Bernard Madoff Fraud

Abstract This report allows the facts to be known concerning the still mysterious case of Bernard L. Madoff and his longtime investment securities activities, which eventually turned into an enormous fraud of incomparable size. In this report, you will begin to understand how Bernard Madoff was able to execute such an elaborate fraud. The illegal business behavior found in this case is too numerous to count however, quite a few will be identified. In addition, the roles of the perpetrators, accomplices, and their involvement in this scheme will be made known.
This fraud had such an enormous impact on the victims, we will examine several implementations that the private investors could have implemented to protect themselves. An assessment of the perpetrators motives and the identity of some internal controls that could have deterred or prevented the fraud from occurring will be explored also. We will discover the action of the SEC and document how the fraud was discovered and investigated, including what should have been identified as “red flags”. And finally, a variety of legal actions arose when the Madoff fraud was uncovered, which is leading to more litigation currently and in the future.

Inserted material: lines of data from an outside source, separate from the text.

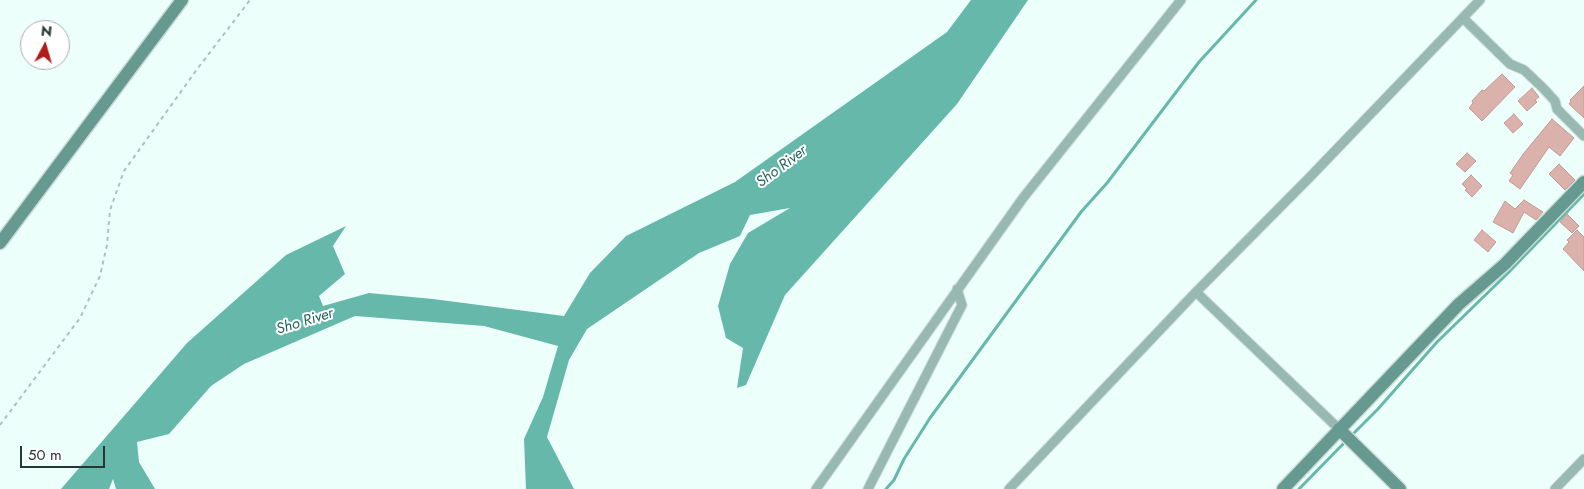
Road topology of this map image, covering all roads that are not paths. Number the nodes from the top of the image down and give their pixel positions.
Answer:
1 (182, 0) edge
2 (1182, 0) edge
3 (1480, 0) edge
4 (1463, 18) junction
5 (1584, 136) edge
6 (1584, 182) edge
7 (0, 243) edge
8 (957, 289) junction
9 (1196, 292) junction
10 (1339, 429) junction
11 (1584, 459) edge
12 (816, 489) edge
13 (868, 489) edge
14 (1009, 489) edge
15 (1282, 489) edge
16 (1400, 489) edge
17 (1555, 489) edge

1 - 7 street
2 - 8 street
3 - 4 street
4 - 5 street
4 - 9 street
6 - 10 street
8 - 12 street
8 - 13 street
9 - 10 street
9 - 14 street
10 - 15 street
10 - 16 street
11 - 17 street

The Bernard Madoff’s Fraud Introduction Bernard L. Madoff was the mastermind and the admitted operator of the biggest Ponzi scheme in American History. His Ponzi scheme is considered to be the largest financial fraud in U. S. history. He stole millions maybe billions of dollars from unsuspecting clients. Lives were shattered and fortunes ruined. He was a very savvy business man and trader until his investment scandals were revealed at the end of 2008. Bernard Madoff is a former American businessman, stockbroker, investment advisor, and financier. He is a former non-executive chairman of NASDAQ stock market.

As the former chairman of the NASDAQ, Bernard Madoff had built a reputable business domain that continuously paid admirable dividends to investors; however, during the investigations by several federal government agencies, devastating facts against Bernard Madoff proved that he was running an elaborate ponzi scheme in order to attract a large number of investors from all over the world. (NBC, 2009) (“Bernard Madoff Fraud,” 2012) Bernard Madoff managed and controlled his ponzi scheme by using an Investment Securities Limited Liability Company he founded in 1960.

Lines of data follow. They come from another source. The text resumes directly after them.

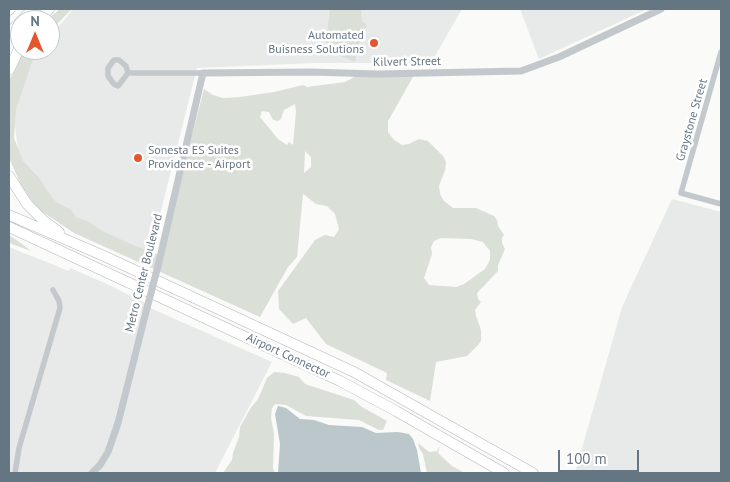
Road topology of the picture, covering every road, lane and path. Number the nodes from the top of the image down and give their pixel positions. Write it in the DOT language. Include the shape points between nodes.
graph roads {
  1 [pos="661,9"];
  2 [pos="721,52"];
  3 [pos="720,63"];
  4 [pos="128,73"];
  5 [pos="203,73"];
  6 [pos="9,176"];
  7 [pos="721,204"];
  8 [pos="9,215"];
  9 [pos="9,227"];
  10 [pos="9,233"];
  11 [pos="65,254"];
  12 [pos="104,256"];
  13 [pos="52,290"];
  14 [pos="103,461"];
  15 [pos="516,463"];
  16 [pos="15,473"];
  17 [pos="92,473"];
  18 [pos="100,473"];
  19 [pos="504,473"];
  20 [pos="533,473"];
  21 [pos="540,473"];
  1 -- 5 [label="street, Kilvert Street" via="559,57 517,72"];
  2 -- 3 [label="street, Graystone Street"];
  3 -- 7 [label="street, Graystone Street" via="682,193"];
  4 -- 5 [label="street, Kilvert Street"];
  5 -- 14 [label="street, Metro Center Boulevard, bridge" via="118,423"];
  6 -- 12 [label="highway" via="26,204 44,221"];
  8 -- 12 [label="highway"];
  9 -- 11 [label="highway"];
  10 -- 11 [label="highway"];
  11 -- 19 [label="highway, Airport Connector" via="333,378"];
  12 -- 15 [label="highway, Airport Connector" via="354,372"];
  13 -- 16 [label="street" via="60,308 19,448"];
  14 -- 17 [label="street, Metro Center Boulevard"];
  14 -- 18 [label="street"];
  15 -- 20 [label="highway, Airport Connector"];
  15 -- 21 [label="highway"];
}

He was chairman of this company and continued to operate his scheme until he was discovered in 2008. The fraud concerning Bernard Madoff was and still is the being covered by the media and it is suspected that the United States Securities and Exchange Commission (SEC) was notified and made aware on more than one occasion about this matter but they chose to ignore the information given to them. Perhaps there are more charges that can be filed, although Madoff’s numerous offenses may already be enough to keep him in prison for the rest of his life. Markopolos, 2010) (“Bernard Madoff Fraud,” 2012) How Madoff Executed the Fraud Madoff’s scheme to defraud his clients at Bernard Lawrence Madoff Investment Securities (BLMIS) began as early as 1980 and lasted until its exposure in 2008. Bernard carried out this scheme by soliciting billions of dollars under false pretenses, failing to invest investors’ funds as promised, and misappropriating and converting investors’ funds to benefit Madoff, himself, and others without the knowledge or authority of the investors.
To execute the scheme, Madoff solicited and caused others to solicit potential clients to open trading accounts with Bernard Lawrence Madoff Investment Securities (BLMIS) on the basis of a promise from him. He promised to use investor funds to purchase shares of common stock, options and other securities of large, well-known corporations, and representations that he would accomplish high rates of return for client, with limited risk. (“United states of,” 2009) Among other things, MADOFF marketed to clients and prospective clients an investment strategy referred to as a “split strike conversion” strategy.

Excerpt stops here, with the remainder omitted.